The fiscal court has no authority to fix your salary except the salary to be paid to you out of the county treasury for your services as the civil adviser and civil attorney of the county, as set out in KRS 69.210. They have nothing to do with your salary as a state prosecutor in the district court, pursuant to KRS 15.725.
Thus the compensation as prosecutor and as civil attorney for the county must be added together to apply the rule of constitutional limitation of salary in § 246, Constitution.
In OAG 82-80, copy enclosed, we pointed out that the total potential maximum salary for county attorneys in 1982 is $47,311.00 (covering the two salaries) . While the potential maximum salary as prosecuting attorney is $28,387.00 for 1982, the legislature in a budget act of 1980 provided in effect that for 1982 the county attorney could be paid a salary for his state prosecutorial duties of up to $26,049.54. Thus since the overall potential maximum for 1982 for the county attorney is $47,311.00, the fiscal court can pay to you as civil county attorney in 1982 up to $21,261.46. That is $47,311.00 less $26,049.54 leaves $21,261.46.

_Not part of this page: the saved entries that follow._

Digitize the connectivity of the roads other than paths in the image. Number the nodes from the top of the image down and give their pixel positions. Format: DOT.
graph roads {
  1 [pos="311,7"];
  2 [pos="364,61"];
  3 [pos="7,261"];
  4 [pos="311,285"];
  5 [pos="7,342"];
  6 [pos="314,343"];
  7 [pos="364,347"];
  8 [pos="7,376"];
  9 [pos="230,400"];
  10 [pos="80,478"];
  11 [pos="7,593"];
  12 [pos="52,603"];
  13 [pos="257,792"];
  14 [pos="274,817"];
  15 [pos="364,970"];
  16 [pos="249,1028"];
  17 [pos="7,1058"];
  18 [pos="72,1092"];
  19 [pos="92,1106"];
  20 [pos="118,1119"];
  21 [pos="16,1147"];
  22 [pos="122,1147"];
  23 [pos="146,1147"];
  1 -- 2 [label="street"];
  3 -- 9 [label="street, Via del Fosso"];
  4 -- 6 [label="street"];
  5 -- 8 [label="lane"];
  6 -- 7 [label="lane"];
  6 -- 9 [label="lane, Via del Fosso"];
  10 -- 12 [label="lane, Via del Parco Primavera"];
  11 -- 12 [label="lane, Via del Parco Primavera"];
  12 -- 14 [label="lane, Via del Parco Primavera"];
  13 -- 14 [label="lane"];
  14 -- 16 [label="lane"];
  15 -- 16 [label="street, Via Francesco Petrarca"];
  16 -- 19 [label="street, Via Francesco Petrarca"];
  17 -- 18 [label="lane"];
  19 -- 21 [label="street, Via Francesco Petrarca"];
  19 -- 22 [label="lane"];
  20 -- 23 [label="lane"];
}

It is up to the fiscal court as to your civil salary, except that for 1982 it cannot exceed $21,261.46. Since your salary as civil county attorney is subject to the index concept (C.P.I), there is no problem concerning a change in compensation. Your salary can be adjusted upward to reflect the index principle, so long as the above maximum is observed. However, the fiscal court can never reduce your salary from one level to another during term, since that is expressly prohibited by § 161 of the Kentucky Constitution. See
Matthews v. Allen, Ky., 360 S.W.2d 135 (1962). Reducing your salary is not rubber dollar. Increasing your salary under the C.P.I. formula is rubber dollar and constitutes under § 246 of the Constitution an adjustment from the original 1949 dollar.
Of course, in order to pay your county civil salary, the fiscal court must scrupulously observe the dictates of KRS Chapter 68. This means that your salary must be authorized as a proper budgeted item for which current county revenues are sufficient to pay. KRS 68.300 expressly prohibits expenditures in excess of budget appropriations. Thus the payment of your salary can only legally and actually be paid as a properly budgeted item, even though the fiscal court observes its proper area of power (salary fixation for county civil attorney) and observes the rubber dollar concept.

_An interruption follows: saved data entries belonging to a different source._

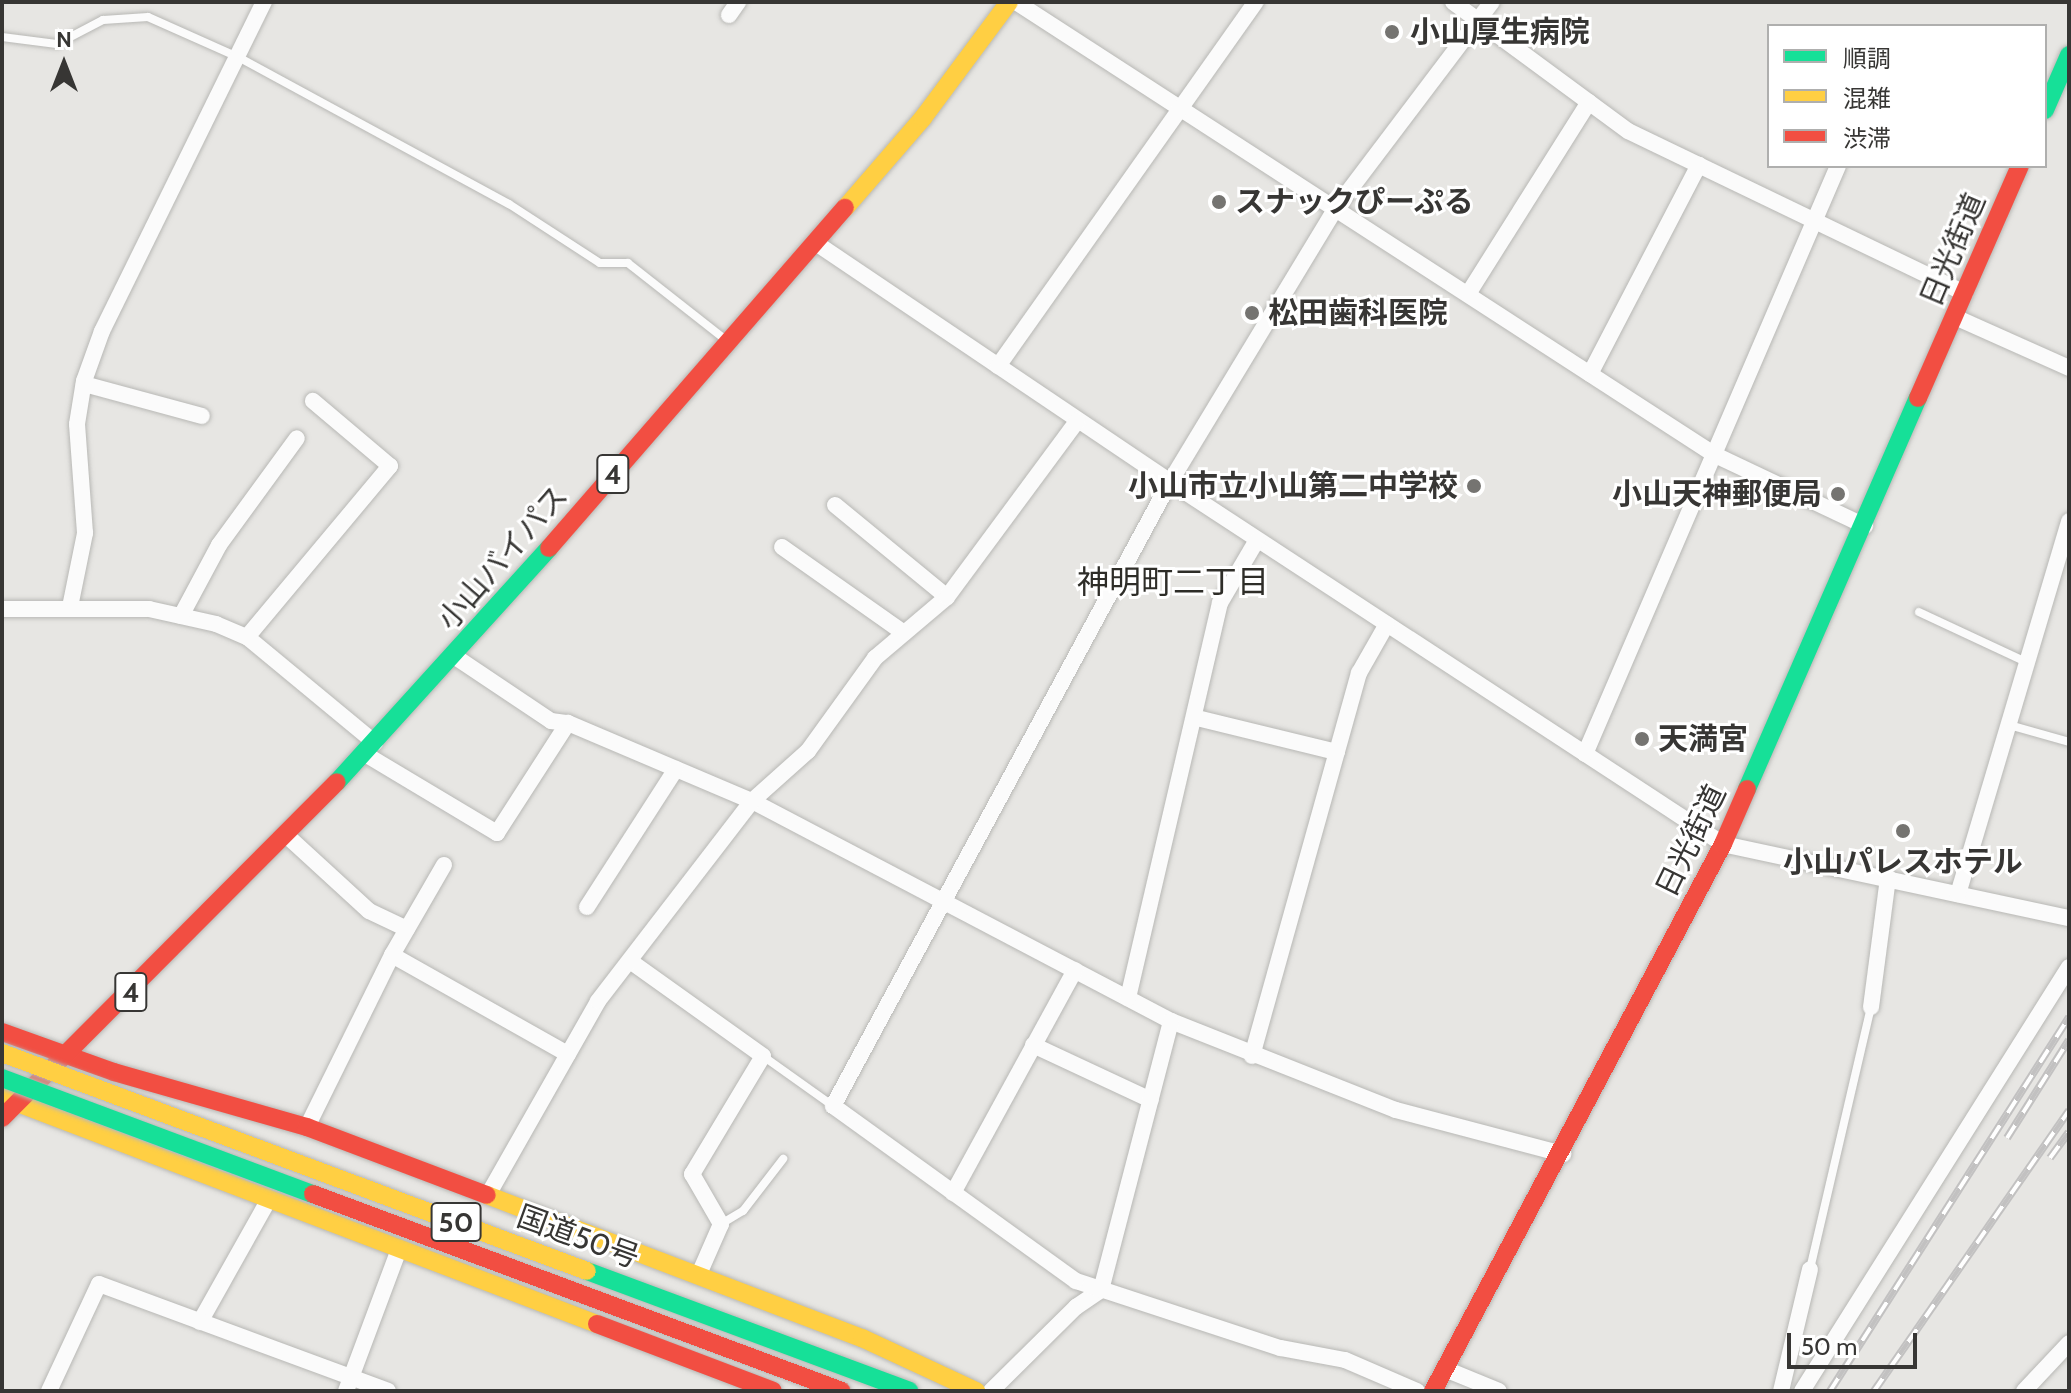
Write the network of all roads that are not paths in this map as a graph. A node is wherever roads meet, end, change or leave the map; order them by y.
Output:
1 (264, 2) edge
2 (1009, 2) edge
3 (1016, 2) edge
4 (1256, 2) edge
5 (1453, 2) edge
6 (1492, 2) edge
7 (1477, 21) junction
8 (2, 37) edge
9 (2069, 55) edge
10 (238, 57) junction
11 (1589, 102) junction
12 (2047, 105) edge
13 (1182, 108) junction
14 (1699, 165) junction
15 (1837, 168) edge
16 (2019, 168) edge
17 (1336, 208) junction
18 (1815, 220) junction
19 (816, 243) junction
20 (1965, 293) junction
21 (1468, 294) junction
22 (1955, 317) junction
23 (729, 342) junction
24 (998, 366) junction
25 (2069, 368) edge
26 (1590, 374) junction
27 (84, 384) junction
28 (313, 401) dead end
29 (202, 416) dead end
30 (1077, 421) junction
31 (297, 438) dead end
32 (1715, 455) junction
33 (1170, 482) junction
34 (835, 505) dead end
35 (1865, 526) junction
36 (2068, 529) edge
37 (1257, 540) junction
38 (782, 547) dead end
39 (947, 597) junction
40 (70, 607) junction
41 (2, 609) edge
42 (1919, 612) dead end
43 (181, 616) junction
44 (1387, 624) junction
45 (904, 633) junction
46 (247, 637) junction
47 (454, 656) junction
48 (2027, 662) junction
49 (1197, 718) junction
50 (568, 723) junction
51 (2008, 724) junction
52 (2069, 742) edge
53 (370, 748) junction
54 (1337, 752) junction
55 (1585, 754) junction
56 (676, 769) junction
57 (752, 801) junction
58 (285, 834) junction
59 (1723, 844) junction
60 (444, 865) dead end
61 (1888, 877) junction
62 (1958, 894) junction
63 (946, 902) junction
64 (587, 907) dead end
65 (2069, 918) edge
66 (407, 929) junction
67 (392, 955) junction
68 (630, 961) junction
69 (2069, 967) edge
70 (1075, 970) junction
71 (1128, 998) junction
72 (1871, 1007) joint
73 (1171, 1021) junction
74 (2, 1032) edge
75 (1033, 1045) junction
76 (2, 1053) edge
77 (568, 1054) junction
78 (66, 1055) junction
79 (763, 1056) junction
80 (1252, 1056) junction
81 (2, 1078) edge
82 (9, 1099) edge
83 (1151, 1100) junction
84 (833, 1106) junction
85 (2, 1118) edge
86 (307, 1127) junction
87 (1563, 1154) junction
88 (783, 1159) dead end
89 (953, 1193) junction
90 (488, 1195) junction
91 (269, 1199) junction
92 (721, 1224) junction
93 (398, 1252) junction
94 (1810, 1269) joint
95 (699, 1274) junction
96 (1101, 1290) junction
97 (200, 1322) junction
98 (2069, 1343) edge
99 (1445, 1369) junction
100 (348, 1384) edge
101 (744, 1386) edge
102 (49, 1391) edge
103 (388, 1391) edge
104 (773, 1391) edge
105 (842, 1391) edge
106 (909, 1391) edge
107 (976, 1391) edge
108 (991, 1391) edge
109 (1417, 1391) edge
110 (1433, 1391) edge
111 (1499, 1391) edge
112 (1781, 1391) edge
113 (1802, 1391) edge
114 (2024, 1391) edge

1 - 10 street
2 - 19 main road, 小山バイパス / 4
3 - 13 street
4 - 13 street
5 - 7 street
6 - 7 street
7 - 11 street
7 - 17 street
8 - 10 lane
9 - 12 main road
10 - 23 lane
10 - 27 street
11 - 14 street
11 - 21 street
13 - 17 street
13 - 24 street
14 - 18 street
14 - 26 street
15 - 18 street
16 - 20 main road, 日光街道
17 - 21 street
17 - 33 street
18 - 20 street
18 - 32 street
19 - 23 main road, 小山バイパス / 4
19 - 24 street
20 - 22 main road, 日光街道
21 - 26 street
22 - 25 street
22 - 35 main road, 日光街道
23 - 47 main road, 小山バイパス / 4
24 - 30 street
26 - 32 street
27 - 29 street
27 - 40 street
28 - 46 street
30 - 33 street
30 - 39 street
31 - 43 street
32 - 35 street
32 - 55 street
33 - 37 street
33 - 63 street
34 - 39 street
35 - 59 main road, 日光街道
36 - 48 street
37 - 44 street
37 - 49 street
38 - 45 street
39 - 45 street
40 - 41 street
40 - 43 street
42 - 48 lane
43 - 46 street
44 - 54 street
44 - 55 street
45 - 57 street
46 - 53 street
47 - 50 street
47 - 53 main road, 小山バイパス / 4
48 - 51 street
49 - 54 street
49 - 71 street
50 - 53 street
50 - 56 street
51 - 52 lane
51 - 62 street
53 - 58 main road, 小山バイパス / 4
54 - 80 street
55 - 59 street
56 - 57 street
56 - 64 street
57 - 63 street
57 - 68 street
58 - 66 street
58 - 78 main road, 小山バイパス / 4
59 - 61 street
59 - 87 main road, 日光街道
60 - 66 street
61 - 62 street
61 - 72 street
62 - 65 street
63 - 70 street
63 - 84 street
66 - 67 street
67 - 77 street
67 - 86 street
68 - 77 street
68 - 79 street
69 - 113 street
70 - 71 street
70 - 75 street
71 - 73 street
72 - 94 lane
73 - 80 street
73 - 83 street
74 - 78 main road
75 - 83 street
75 - 89 street
76 - 106 main road, 国道50号 / 50, bridge
77 - 90 street
78 - 82 main road, 小山バイパス / 4
78 - 86 main road
79 - 84 lane
79 - 92 street
80 - 87 street
81 - 105 main road, 国道50号 / 50, bridge
82 - 85 main road, 小山バイパス / 4
82 - 91 main road
83 - 96 street
84 - 89 street
86 - 90 main road
87 - 99 main road, 日光街道
88 - 92 lane
89 - 96 street
90 - 95 main road
91 - 93 main road
91 - 97 street
92 - 95 street
93 - 100 street
93 - 101 main road
94 - 112 street
95 - 107 main road
96 - 108 street
96 - 109 street
97 - 100 street
97 - 102 street
98 - 114 street
99 - 110 main road, 日光街道
99 - 111 street
100 - 103 street
101 - 104 main road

However, once the fiscal court has properly set your salary, as above detailed as to maximum amount, the inability of the county to pay you all of the salary at this time would not constitutionally prevent your later recovery of the balance owed under the appropriate statute of limitation. It has been held that the incurrence of debt for essential governmental purposes is valid, even though the debt cannot be funded from current revenues, as required by § 157, Kentucky Constitution. See Fulton County Fiscal Court v. Southern Bell Tel. & T. co., 285 Ky. 17, 146 S.W.2d 15 (1940).
The state local finance officer has certain supervisory powers relating to the county budget. See KRS chapters 66 and 68. Mr. Bob Purdom, the State Local Finance Officer, has indicated to us that members of his staff have come into your county to inspect, investigate, and supervise the administration of accounts and financial operations of your county and to compel compliance with the Kentucky budget law. These authorities and duties are laid out in KRS 68.210 and 68.350. Of course the state local finance officer has no authority to "cut" or reduce any validly fixed salaries, as a county debt. But he does have the authority to monitor and arrange the payment schedules of such obligations until the budget is on a sound and going basis.